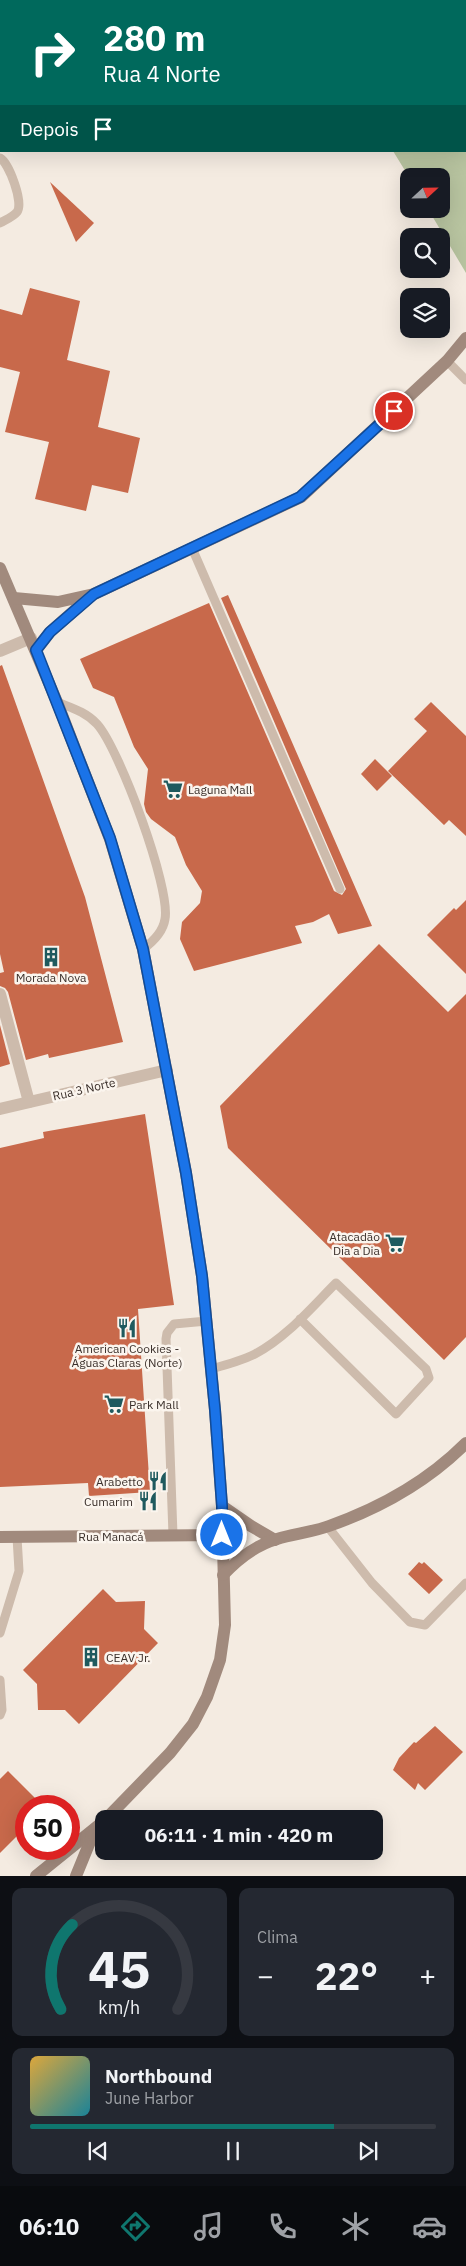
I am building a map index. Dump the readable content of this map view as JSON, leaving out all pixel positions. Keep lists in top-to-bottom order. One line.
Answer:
{"streets":{"main road":["Rua Manacá"],"street":["Rua 3 Norte"]},"places":{"supermarket":["Laguna Mall","Atacadão Dia a Dia","Park Mall"],"building":["Morada Nova","CEAV Jr."],"restaurant":["American Cookies - Águas Claras (Norte)","Arabetto","Cumarim"]},"north":"right","page":{"turn":["280 m","Rua 4 Norte"],"then":"Depois","limit":"50","trip":"06:11 · 1 min · 420 m","tile":"Clima","heat":["−","22°","+"],"song":["Northbound","June Harbor"],"tabs":"06:10","gauge":["45","km/h"]}}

-- Directions --
Write every line of the data out again exactly, leaving out all images.

-- Written reply --
I am building a map index. Dump the readable content of this map view as JSON, leaving out all pixel positions. Keep lists in top-to-bottom order. One line.
Answer:
{"streets":{"main road":["Rua Manacá"],"street":["Rua 3 Norte"]},"places":{"supermarket":["Laguna Mall","Atacadão Dia a Dia","Park Mall"],"building":["Morada Nova","CEAV Jr."],"restaurant":["American Cookies - Águas Claras (Norte)","Arabetto","Cumarim"]},"north":"right","page":{"turn":["280 m","Rua 4 Norte"],"then":"Depois","limit":"50","trip":"06:11 · 1 min · 420 m","tile":"Clima","heat":["−","22°","+"],"song":["Northbound","June Harbor"],"tabs":"06:10","gauge":["45","km/h"]}}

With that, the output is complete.